◆ Material provided
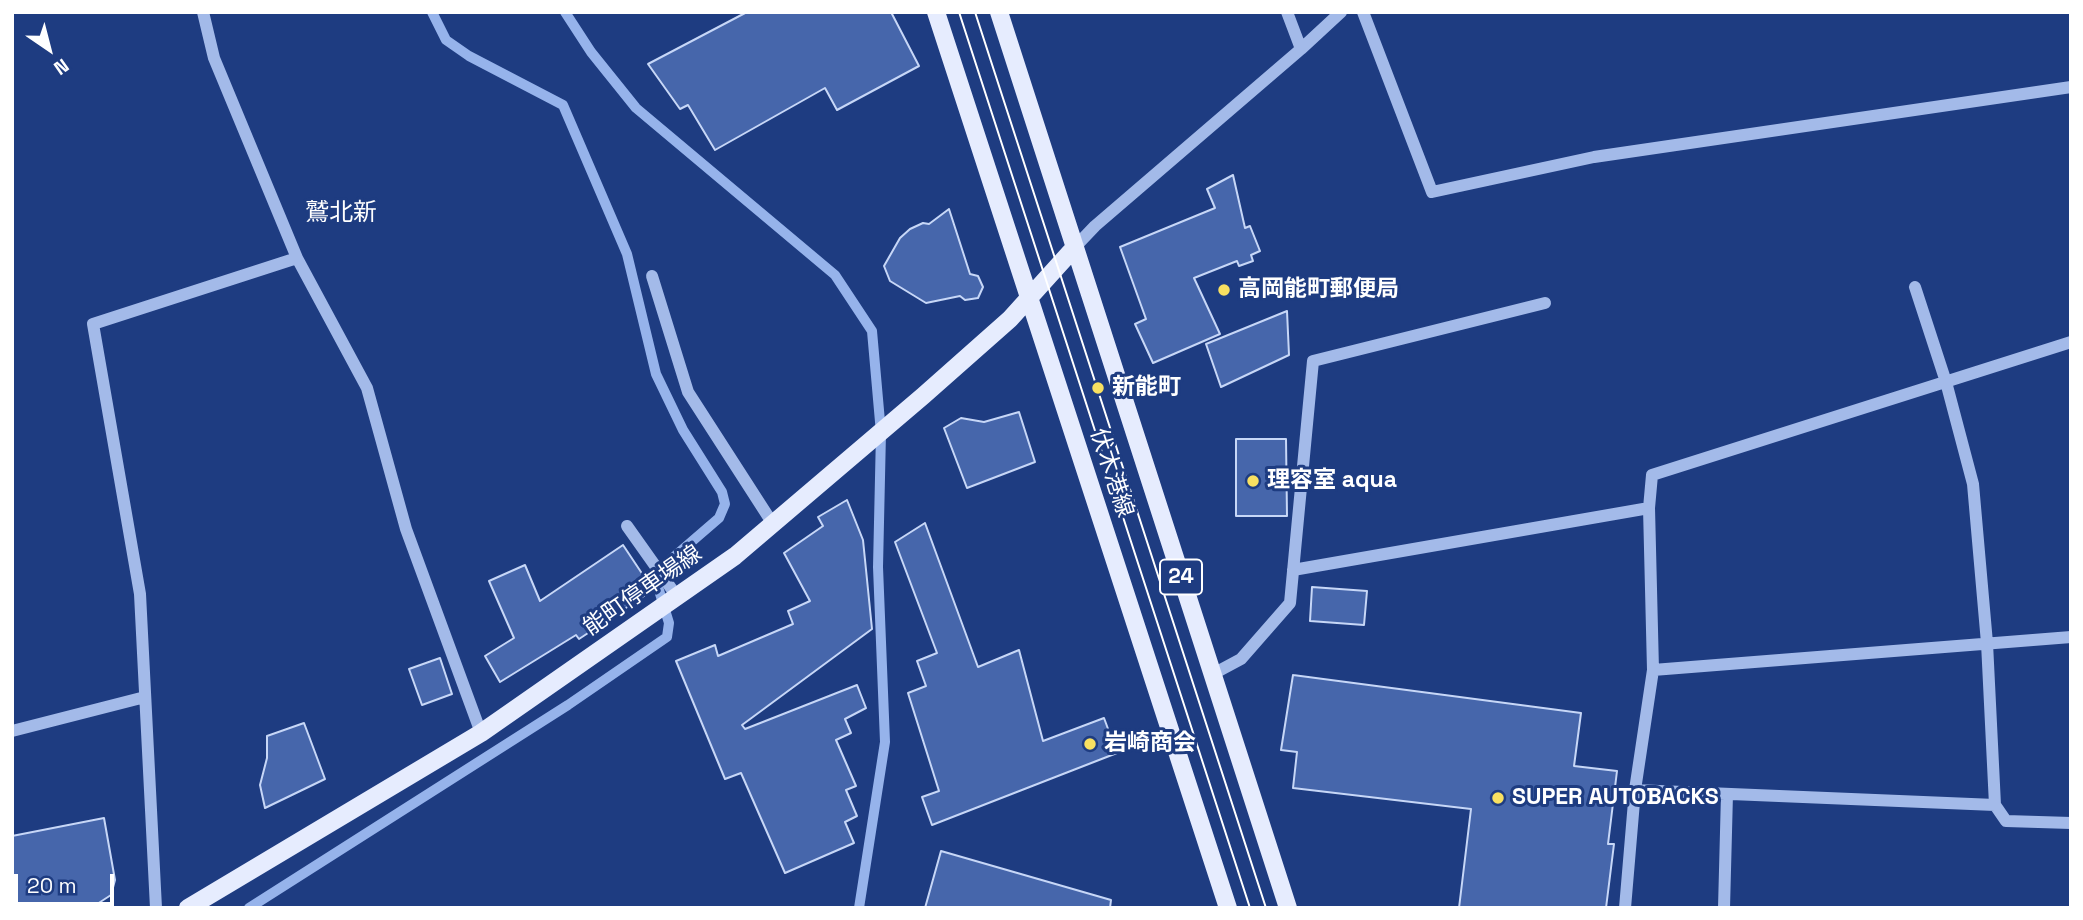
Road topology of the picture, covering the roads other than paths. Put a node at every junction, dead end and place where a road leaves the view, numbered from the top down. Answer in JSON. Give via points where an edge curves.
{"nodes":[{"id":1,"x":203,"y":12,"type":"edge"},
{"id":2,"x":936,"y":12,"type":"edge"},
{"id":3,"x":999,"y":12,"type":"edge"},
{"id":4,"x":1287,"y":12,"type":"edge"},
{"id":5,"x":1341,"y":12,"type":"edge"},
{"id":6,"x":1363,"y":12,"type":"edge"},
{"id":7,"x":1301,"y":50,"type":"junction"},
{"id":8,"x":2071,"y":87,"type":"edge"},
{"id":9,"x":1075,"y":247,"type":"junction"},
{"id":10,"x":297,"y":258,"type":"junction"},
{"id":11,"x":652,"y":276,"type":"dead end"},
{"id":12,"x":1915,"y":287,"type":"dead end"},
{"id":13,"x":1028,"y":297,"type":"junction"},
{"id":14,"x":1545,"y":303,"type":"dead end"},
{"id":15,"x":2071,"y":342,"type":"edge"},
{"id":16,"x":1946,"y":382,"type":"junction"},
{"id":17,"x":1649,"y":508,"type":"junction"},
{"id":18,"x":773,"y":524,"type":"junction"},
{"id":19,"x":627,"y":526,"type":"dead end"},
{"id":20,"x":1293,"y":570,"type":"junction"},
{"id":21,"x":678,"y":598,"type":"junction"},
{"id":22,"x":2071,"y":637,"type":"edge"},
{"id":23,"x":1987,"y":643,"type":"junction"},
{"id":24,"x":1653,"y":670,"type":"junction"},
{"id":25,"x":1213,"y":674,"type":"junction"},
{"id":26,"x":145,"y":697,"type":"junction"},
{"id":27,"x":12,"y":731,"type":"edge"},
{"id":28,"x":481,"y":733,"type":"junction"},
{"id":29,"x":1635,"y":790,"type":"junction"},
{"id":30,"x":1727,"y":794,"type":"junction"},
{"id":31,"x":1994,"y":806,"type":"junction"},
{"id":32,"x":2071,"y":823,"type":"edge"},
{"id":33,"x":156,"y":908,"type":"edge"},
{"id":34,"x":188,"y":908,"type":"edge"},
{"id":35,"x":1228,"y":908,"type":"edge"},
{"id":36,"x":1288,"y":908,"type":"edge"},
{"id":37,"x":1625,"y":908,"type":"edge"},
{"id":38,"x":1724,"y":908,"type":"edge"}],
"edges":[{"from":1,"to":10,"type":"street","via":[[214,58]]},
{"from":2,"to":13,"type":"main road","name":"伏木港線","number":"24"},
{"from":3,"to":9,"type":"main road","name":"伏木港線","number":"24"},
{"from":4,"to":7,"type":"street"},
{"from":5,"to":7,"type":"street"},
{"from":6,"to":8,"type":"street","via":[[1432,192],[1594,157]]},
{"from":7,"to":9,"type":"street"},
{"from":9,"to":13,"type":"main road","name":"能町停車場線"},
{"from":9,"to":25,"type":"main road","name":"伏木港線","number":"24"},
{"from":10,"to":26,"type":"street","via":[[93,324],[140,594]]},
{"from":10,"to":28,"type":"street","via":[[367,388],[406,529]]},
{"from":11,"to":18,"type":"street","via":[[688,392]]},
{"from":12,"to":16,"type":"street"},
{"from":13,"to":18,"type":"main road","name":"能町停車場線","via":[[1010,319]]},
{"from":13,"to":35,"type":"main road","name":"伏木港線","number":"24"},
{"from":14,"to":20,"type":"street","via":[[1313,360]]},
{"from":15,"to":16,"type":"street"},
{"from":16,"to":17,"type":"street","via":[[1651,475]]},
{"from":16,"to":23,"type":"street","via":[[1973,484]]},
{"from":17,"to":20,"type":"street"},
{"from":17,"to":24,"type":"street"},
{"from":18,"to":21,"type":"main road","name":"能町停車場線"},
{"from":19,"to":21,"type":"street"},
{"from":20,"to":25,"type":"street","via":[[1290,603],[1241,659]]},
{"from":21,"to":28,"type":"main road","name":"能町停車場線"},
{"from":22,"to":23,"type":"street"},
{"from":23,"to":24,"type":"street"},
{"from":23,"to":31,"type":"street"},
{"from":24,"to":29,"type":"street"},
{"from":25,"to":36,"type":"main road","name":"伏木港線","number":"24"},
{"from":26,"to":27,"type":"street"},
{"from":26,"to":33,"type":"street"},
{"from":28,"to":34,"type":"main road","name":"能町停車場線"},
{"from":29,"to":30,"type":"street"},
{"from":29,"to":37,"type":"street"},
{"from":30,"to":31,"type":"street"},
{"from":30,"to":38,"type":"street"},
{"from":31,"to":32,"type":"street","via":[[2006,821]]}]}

--

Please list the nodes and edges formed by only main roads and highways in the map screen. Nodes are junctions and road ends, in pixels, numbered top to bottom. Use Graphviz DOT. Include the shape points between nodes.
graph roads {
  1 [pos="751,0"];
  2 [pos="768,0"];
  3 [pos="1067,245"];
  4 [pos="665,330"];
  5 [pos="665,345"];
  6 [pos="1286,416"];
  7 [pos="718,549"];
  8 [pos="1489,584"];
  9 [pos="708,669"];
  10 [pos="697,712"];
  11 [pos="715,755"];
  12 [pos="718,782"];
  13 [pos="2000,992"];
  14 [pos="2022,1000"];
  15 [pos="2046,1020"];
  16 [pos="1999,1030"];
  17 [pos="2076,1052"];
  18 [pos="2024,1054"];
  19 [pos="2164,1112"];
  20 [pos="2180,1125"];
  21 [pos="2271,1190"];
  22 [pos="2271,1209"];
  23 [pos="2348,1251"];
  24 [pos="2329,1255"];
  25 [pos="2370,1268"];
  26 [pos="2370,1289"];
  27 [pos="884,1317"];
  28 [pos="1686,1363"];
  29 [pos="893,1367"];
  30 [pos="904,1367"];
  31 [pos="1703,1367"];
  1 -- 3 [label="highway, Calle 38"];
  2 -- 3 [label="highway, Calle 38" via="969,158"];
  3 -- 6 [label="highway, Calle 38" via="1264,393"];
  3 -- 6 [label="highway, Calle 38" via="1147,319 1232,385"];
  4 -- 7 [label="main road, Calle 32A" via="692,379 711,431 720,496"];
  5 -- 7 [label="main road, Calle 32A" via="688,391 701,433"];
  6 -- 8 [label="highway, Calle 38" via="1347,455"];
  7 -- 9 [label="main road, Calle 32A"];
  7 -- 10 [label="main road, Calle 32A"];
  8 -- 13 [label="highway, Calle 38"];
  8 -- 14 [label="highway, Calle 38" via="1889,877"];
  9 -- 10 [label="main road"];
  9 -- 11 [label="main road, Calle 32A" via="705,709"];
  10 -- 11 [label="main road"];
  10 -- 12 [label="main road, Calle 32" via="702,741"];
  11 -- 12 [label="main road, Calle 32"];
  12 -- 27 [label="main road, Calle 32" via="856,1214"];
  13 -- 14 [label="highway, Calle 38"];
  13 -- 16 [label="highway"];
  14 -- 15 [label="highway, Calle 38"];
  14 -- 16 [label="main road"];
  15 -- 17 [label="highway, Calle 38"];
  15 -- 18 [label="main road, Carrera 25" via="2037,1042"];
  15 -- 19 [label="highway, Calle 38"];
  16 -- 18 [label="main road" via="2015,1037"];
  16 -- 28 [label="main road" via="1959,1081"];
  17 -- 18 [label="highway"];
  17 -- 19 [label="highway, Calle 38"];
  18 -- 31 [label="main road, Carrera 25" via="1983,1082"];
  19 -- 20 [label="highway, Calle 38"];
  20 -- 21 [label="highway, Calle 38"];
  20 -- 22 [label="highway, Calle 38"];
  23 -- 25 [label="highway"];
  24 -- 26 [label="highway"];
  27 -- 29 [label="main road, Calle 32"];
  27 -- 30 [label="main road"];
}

==

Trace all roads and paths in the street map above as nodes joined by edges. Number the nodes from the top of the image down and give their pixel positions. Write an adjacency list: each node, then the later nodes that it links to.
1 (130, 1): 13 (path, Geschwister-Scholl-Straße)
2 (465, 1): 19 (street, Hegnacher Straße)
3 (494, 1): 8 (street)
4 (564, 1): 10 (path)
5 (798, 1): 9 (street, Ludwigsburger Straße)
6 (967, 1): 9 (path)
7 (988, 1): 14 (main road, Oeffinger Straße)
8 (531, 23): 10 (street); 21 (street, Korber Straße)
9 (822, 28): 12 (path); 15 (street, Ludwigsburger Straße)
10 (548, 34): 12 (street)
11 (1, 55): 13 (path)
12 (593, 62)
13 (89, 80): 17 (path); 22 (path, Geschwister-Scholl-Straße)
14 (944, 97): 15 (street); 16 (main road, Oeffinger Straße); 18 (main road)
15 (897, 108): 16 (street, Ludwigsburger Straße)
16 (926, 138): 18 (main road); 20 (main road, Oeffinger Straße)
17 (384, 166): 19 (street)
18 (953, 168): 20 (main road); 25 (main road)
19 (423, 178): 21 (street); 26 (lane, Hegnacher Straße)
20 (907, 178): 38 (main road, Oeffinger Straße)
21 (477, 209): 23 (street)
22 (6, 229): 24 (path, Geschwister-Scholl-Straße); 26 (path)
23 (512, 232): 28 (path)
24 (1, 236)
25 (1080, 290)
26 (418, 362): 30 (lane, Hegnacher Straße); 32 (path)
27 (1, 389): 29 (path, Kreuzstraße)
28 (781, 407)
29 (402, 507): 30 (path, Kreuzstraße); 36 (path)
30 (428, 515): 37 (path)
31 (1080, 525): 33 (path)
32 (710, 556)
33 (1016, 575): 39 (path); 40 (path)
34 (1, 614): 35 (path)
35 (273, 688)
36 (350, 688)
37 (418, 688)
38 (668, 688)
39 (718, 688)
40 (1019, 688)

◆ What you should do
Please go over the data above and copy each line with "Scholl" in it.

◆ Answer to this exercise
1 (130, 1): 13 (path, Geschwister-Scholl-Straße)
13 (89, 80): 17 (path); 22 (path, Geschwister-Scholl-Straße)
22 (6, 229): 24 (path, Geschwister-Scholl-Straße); 26 (path)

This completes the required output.